## Work request
Identify each line in the records below that contains the word "Crenshaw", and copy it.

## Data excerpts
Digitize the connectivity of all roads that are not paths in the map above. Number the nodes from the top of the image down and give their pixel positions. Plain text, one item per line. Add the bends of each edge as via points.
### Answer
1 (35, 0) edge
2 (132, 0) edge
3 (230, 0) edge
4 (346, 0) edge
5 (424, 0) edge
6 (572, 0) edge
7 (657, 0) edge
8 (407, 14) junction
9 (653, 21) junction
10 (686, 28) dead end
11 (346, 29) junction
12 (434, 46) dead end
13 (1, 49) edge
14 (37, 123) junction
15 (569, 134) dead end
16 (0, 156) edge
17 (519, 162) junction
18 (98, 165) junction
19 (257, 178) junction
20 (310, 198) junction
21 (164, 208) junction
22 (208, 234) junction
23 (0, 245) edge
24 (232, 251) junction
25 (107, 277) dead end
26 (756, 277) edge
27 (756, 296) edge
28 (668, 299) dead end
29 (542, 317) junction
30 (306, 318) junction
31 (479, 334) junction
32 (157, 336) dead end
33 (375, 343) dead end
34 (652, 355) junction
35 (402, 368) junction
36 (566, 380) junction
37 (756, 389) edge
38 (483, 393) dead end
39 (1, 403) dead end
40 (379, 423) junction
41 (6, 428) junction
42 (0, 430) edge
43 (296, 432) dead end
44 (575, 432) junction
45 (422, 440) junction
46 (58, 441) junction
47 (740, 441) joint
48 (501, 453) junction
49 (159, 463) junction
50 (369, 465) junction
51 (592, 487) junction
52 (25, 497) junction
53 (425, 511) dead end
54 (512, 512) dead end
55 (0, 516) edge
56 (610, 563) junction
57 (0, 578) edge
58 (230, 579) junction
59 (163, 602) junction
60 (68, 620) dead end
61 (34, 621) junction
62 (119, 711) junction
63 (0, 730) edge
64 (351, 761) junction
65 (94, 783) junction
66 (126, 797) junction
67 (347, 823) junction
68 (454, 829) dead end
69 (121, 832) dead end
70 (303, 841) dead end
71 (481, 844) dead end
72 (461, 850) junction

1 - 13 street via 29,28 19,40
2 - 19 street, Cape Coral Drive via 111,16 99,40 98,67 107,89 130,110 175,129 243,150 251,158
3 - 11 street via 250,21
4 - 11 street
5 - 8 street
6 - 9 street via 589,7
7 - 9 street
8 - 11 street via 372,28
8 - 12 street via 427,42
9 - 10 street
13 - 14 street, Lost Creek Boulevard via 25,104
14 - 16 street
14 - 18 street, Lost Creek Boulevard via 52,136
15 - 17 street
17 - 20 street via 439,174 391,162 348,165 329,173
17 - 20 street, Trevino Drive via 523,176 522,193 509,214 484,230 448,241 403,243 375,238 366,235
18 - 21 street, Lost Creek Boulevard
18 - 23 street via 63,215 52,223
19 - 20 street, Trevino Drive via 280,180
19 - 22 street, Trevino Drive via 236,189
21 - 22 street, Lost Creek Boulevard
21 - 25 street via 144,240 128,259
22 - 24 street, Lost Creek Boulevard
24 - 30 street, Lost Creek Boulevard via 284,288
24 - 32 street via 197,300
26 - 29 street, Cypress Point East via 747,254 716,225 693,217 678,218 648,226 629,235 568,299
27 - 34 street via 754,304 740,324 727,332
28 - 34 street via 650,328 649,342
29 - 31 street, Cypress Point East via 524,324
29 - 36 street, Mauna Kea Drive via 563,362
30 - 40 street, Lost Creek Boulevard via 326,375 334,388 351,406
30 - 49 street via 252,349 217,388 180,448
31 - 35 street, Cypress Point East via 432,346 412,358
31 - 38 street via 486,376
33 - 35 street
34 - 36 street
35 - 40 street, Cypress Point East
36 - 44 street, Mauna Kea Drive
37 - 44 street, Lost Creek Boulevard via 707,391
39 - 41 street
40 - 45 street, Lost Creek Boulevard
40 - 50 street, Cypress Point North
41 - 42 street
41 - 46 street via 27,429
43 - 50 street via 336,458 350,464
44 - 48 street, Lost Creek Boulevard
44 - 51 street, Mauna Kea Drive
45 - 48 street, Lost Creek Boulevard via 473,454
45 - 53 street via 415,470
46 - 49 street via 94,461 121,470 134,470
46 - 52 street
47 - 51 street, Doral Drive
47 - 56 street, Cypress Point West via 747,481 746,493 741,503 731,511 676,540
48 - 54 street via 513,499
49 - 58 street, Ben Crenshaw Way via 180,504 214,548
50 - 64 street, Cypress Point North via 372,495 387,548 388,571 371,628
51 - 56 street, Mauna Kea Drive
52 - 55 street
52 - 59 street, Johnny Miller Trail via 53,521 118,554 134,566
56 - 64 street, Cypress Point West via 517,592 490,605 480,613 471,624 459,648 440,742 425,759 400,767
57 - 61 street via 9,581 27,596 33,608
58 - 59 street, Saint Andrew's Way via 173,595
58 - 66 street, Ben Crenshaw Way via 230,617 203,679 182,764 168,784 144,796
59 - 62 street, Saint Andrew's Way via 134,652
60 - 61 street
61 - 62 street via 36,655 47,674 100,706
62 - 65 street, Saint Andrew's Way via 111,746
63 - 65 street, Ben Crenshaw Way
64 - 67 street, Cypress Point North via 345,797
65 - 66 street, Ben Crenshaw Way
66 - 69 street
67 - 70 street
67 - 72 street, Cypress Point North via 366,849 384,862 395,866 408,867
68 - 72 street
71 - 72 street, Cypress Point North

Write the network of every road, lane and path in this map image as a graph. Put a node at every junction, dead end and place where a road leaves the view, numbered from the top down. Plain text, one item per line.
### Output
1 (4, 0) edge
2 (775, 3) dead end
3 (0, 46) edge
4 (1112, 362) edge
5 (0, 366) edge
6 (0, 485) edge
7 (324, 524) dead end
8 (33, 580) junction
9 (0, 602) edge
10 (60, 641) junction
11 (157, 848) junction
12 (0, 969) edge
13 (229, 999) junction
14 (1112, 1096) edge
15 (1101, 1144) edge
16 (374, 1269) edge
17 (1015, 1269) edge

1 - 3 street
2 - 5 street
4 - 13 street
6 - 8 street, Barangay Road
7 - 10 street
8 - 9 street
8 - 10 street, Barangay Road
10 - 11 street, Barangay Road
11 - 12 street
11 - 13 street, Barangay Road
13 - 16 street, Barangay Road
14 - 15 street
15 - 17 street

## Solution to the exercise
49 - 58 street, Ben Crenshaw Way via 180,504 214,548
58 - 66 street, Ben Crenshaw Way via 230,617 203,679 182,764 168,784 144,796
63 - 65 street, Ben Crenshaw Way
65 - 66 street, Ben Crenshaw Way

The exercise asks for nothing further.